=> Le mystère du fort taux de fausses couches chez les juments résolu !
L'espèce équine présente un taux anormal de fausses couches dues à des causes chimiques, lorsqu'on la compare aux autres animaux domestiques. En moyenne, 40% des grossesses n'aboutissent pas, ce qui a déconcerté vétérinaires, éleveurs et biologistes pendant plus de quarante ans. L'équipe de Ludek Bartos [1], de l'Institut de Science animale de République tchèque [2], vient de publier dans la revue Behavioral Ecology and Sociology une étude sur le sujet. Il apparaît que les juments, lorsqu'elles sont séparées du géniteur de leur futur poulain et mises en contact avec d'autres mâles, qu'il s'agisse d'entiers ou de hongres, présentent un risque accru de faire une fausse couche.

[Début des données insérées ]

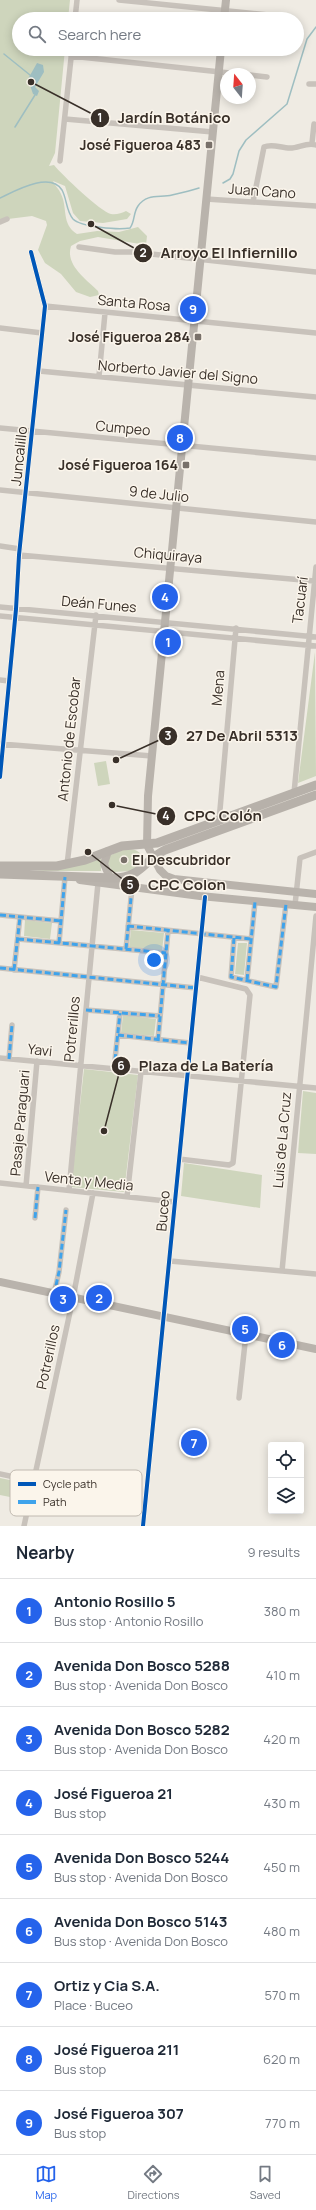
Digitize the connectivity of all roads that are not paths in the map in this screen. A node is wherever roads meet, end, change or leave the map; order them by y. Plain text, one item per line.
1 (77, 0) edge
2 (119, 0) edge
3 (226, 0) edge
4 (76, 12) edge
5 (203, 12) edge
6 (224, 12) edge
7 (71, 56) joint
8 (220, 56) edge
9 (219, 72) junction
10 (256, 76) edge
11 (267, 77) dead end
12 (309, 84) dead end
13 (316, 84) edge
14 (65, 119) junction
15 (314, 124) dead end
16 (213, 132) junction
17 (314, 144) edge
18 (60, 161) dead end
19 (206, 199) junction
20 (253, 202) junction
21 (316, 206) edge
22 (7, 219) dead end
23 (0, 222) edge
24 (79, 246) dead end
25 (31, 252) dead end
26 (201, 260) junction
27 (316, 272) edge
28 (45, 306) junction
29 (105, 313) junction
30 (194, 321) junction
31 (0, 328) edge
32 (42, 333) junction
33 (316, 333) edge
34 (39, 371) junction
35 (98, 376) junction
36 (188, 385) junction
37 (316, 397) edge
38 (0, 428) edge
39 (32, 432) junction
40 (183, 446) junction
41 (316, 458) edge
42 (0, 490) edge
43 (26, 494) junction
44 (177, 508) junction
45 (316, 522) edge
46 (0, 546) edge
47 (20, 548) junction
48 (20, 555) junction
49 (171, 567) junction
50 (316, 567) edge
51 (314, 581) junction
52 (0, 607) edge
53 (16, 609) junction
54 (96, 615) junction
55 (0, 616) edge
56 (16, 618) junction
57 (164, 622) junction
58 (94, 625) junction
59 (236, 628) junction
60 (164, 632) junction
61 (308, 636) junction
62 (316, 637) edge
63 (234, 638) junction
64 (308, 645) junction
65 (316, 646) edge
66 (0, 680) edge
67 (9, 680) junction
68 (2, 744) edge
69 (80, 750) junction
70 (152, 756) junction
71 (0, 777) edge
72 (316, 784) edge
73 (294, 793) junction
74 (316, 794) edge
75 (219, 821) junction
76 (147, 845) junction
77 (108, 851) junction
78 (316, 852) edge
79 (152, 858) junction
80 (67, 865) junction
81 (0, 866) edge
82 (0, 874) edge
83 (66, 877) junction
84 (113, 882) junction
85 (98, 883) junction
86 (132, 888) junction
87 (296, 892) junction
88 (316, 894) edge
89 (205, 897) junction
90 (255, 902) junction
91 (286, 904) junction
92 (295, 905) junction
93 (316, 907) edge
94 (0, 915) edge
95 (316, 916) edge
96 (20, 917) junction
97 (61, 921) junction
98 (128, 926) junction
99 (168, 930) junction
100 (202, 934) junction
101 (18, 938) junction
102 (234, 938) junction
103 (251, 939) junction
104 (59, 943) junction
105 (92, 946) junction
106 (126, 949) junction
107 (166, 953) junction
108 (0, 968) edge
109 (14, 970) junction
110 (89, 977) junction
111 (197, 977) junction
112 (247, 980) junction
113 (163, 984) junction
114 (196, 988) junction
115 (86, 1010) junction
116 (120, 1013) junction
117 (160, 1016) junction
118 (12, 1025) dead end
119 (118, 1035) junction
120 (158, 1040) junction
121 (190, 1043) junction
122 (0, 1058) edge
123 (8, 1059) junction
124 (37, 1061) junction
125 (81, 1065) junction
126 (114, 1069) junction
127 (141, 1072) junction
128 (187, 1076) junction
129 (240, 1081) junction
130 (299, 1086) junction
131 (316, 1088) edge
132 (178, 1159) junction
133 (0, 1183) edge
134 (26, 1186) junction
135 (38, 1187) junction
136 (68, 1190) junction
137 (93, 1193) junction
138 (127, 1197) junction
139 (175, 1202) junction
140 (66, 1210) dead end
141 (35, 1218) dead end
142 (170, 1261) junction
143 (282, 1271) junction
144 (316, 1274) edge
145 (0, 1282) edge
146 (54, 1294) junction
147 (73, 1298) junction
148 (165, 1317) junction
149 (246, 1334) junction
150 (316, 1349) edge
151 (239, 1398) dead end
152 (36, 1470) edge
153 (0, 1474) edge
154 (10, 1476) edge
155 (142, 1504) edge
156 (145, 1505) junction
157 (26, 1516) edge
158 (24, 1526) edge
159 (143, 1526) edge

1 - 4 street
2 - 5 street
3 - 6 main road
7 - 9 street
7 - 14 street
8 - 9 main road
9 - 16 main road
10 - 11 street
12 - 13 street
14 - 16 street
14 - 18 street
15 - 17 street
16 - 19 main road
17 - 20 street
19 - 20 street, Juan Cano
19 - 26 main road
20 - 21 street, Juan Cano
22 - 23 street
24 - 26 street
25 - 28 street
26 - 27 street
26 - 30 main road
28 - 29 street, Santa Rosa
28 - 32 street, Juncalillo
29 - 30 street, Santa Rosa
29 - 35 street
30 - 33 street, Santa Rosa
30 - 36 main road
31 - 32 street
32 - 34 street, Juncalillo
34 - 35 street, Norberto Javier del Signo
34 - 39 street, Juncalillo
35 - 36 street, Norberto Javier del Signo
36 - 37 street, Norberto Javier del Signo
36 - 40 main road
38 - 39 street, Cumpeo
39 - 40 street, Cumpeo
39 - 43 street, Juncalillo
40 - 41 street, Cumpeo
40 - 44 main road
42 - 43 street, 9 de Julio
43 - 44 street, 9 de Julio
43 - 47 street, Juncalillo
44 - 45 street, 9 de Julio
44 - 49 main road
46 - 47 street
47 - 48 street, Juncalillo
48 - 49 street, Chiquiraya
48 - 53 street, Juncalillo
49 - 51 street, Chiquiraya
49 - 57 main road
50 - 51 street, Tacuarí
51 - 61 street, Tacuarí
52 - 53 street, Deán Funes
53 - 54 street, Deán Funes
53 - 56 street, Juncalillo
54 - 57 street, Deán Funes
54 - 58 street, Antonio de Escobar
55 - 56 street, Deán Funes
56 - 58 street, Deán Funes
56 - 67 street, Juncalillo
57 - 59 street, Deán Funes
57 - 60 main road
58 - 60 street, Deán Funes
58 - 69 street, Antonio de Escobar
59 - 61 street, Deán Funes
59 - 63 street, Mena
60 - 63 street, Deán Funes
60 - 70 main road
61 - 62 street, Deán Funes
61 - 64 street, Tacuarí
63 - 64 street, Deán Funes
63 - 75 street, Mena
64 - 65 street, Deán Funes
64 - 73 street, Tacuarí
66 - 67 street
67 - 68 street, Juncalillo
68 - 69 street
68 - 71 street, Juncalillo
69 - 70 street
69 - 80 street, Antonio de Escobar
70 - 76 main road
72 - 73 main road
73 - 75 main road
74 - 79 main road
75 - 76 main road
76 - 77 main road
76 - 79 main road
77 - 80 main road
77 - 84 main road
78 - 87 street
79 - 84 main road
79 - 87 main road
80 - 81 main road
82 - 83 main road
83 - 84 main road
83 - 85 main road
83 - 97 street
84 - 85 main road
84 - 86 main road
85 - 105 street, Potrerillos
86 - 89 main road
86 - 98 street
87 - 88 main road
87 - 92 street
89 - 90 main road
89 - 100 street, Buceo
90 - 91 main road
90 - 103 street
91 - 92 main road
91 - 112 street
92 - 93 main road
94 - 96 street
95 - 130 street, Luis de La Cruz
96 - 97 street
96 - 101 street
97 - 104 street
98 - 99 street
98 - 106 street
99 - 100 street
99 - 107 street
100 - 102 street
100 - 111 street, Buceo
101 - 104 street
101 - 109 street
102 - 103 street
102 - 112 street
103 - 112 street
104 - 105 street
105 - 106 street
105 - 110 street, Potrerillos
106 - 107 street
107 - 113 street
108 - 109 street
109 - 110 street
110 - 113 street
110 - 115 street, Potrerillos
111 - 114 street, Buceo
111 - 129 street
113 - 114 street
113 - 117 street
114 - 121 street, Buceo
115 - 116 street
115 - 125 street, Potrerillos
116 - 117 street
116 - 119 street
117 - 120 street
118 - 123 street
119 - 120 street
119 - 126 street
120 - 121 street
121 - 128 street, Buceo
122 - 123 street, Yavi
123 - 124 street, Yavi
124 - 125 street, Yavi
124 - 134 street, Pasaje Paraguari
125 - 126 street, Yavi
125 - 136 street, Potrerillos
126 - 127 street, Yavi
127 - 128 street, Yavi
127 - 138 street
128 - 129 street, Yavi
128 - 132 street, Buceo
129 - 130 street, Yavi
129 - 132 street
130 - 131 street, Yavi
130 - 143 street, Luis de La Cruz
132 - 139 street, Buceo
133 - 134 street, Venta y Media
134 - 135 street, Venta y Media
135 - 136 street, Venta y Media
135 - 141 street
136 - 137 street, Venta y Media
137 - 138 street, Venta y Media
137 - 147 street, Potrerillos
138 - 139 street, Venta y Media
139 - 142 street, Buceo
140 - 146 street
142 - 143 street
142 - 148 street, Buceo
143 - 144 street
145 - 146 main road
146 - 147 main road
147 - 148 main road
147 - 152 street, Potrerillos
148 - 149 main road
148 - 156 street, Buceo
149 - 150 main road
149 - 151 street
153 - 154 street
155 - 156 street
156 - 159 street, Buceo
157 - 158 street, Potrerillos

Il s'agit d'un mécanisme permettant en fait d'éviter une réaction négative de ces mâles envers des poulains qui ne seraient pas les leurs. Concrètement, lorsqu'une jument pleine sent l'odeur de l'urine du mâle dominant et que celui-ci n'est pas le père de son futur poulain, les phéromones contenues dans cette urine sont analysées par son organe de Jacobson. Cela induit un processus en série menant à des changements dans les profils de prolactine, puis, finalement, à la fausse couche. Cette découverte pourrait avoir des répercussions importantes sur les méthodes d'élevage.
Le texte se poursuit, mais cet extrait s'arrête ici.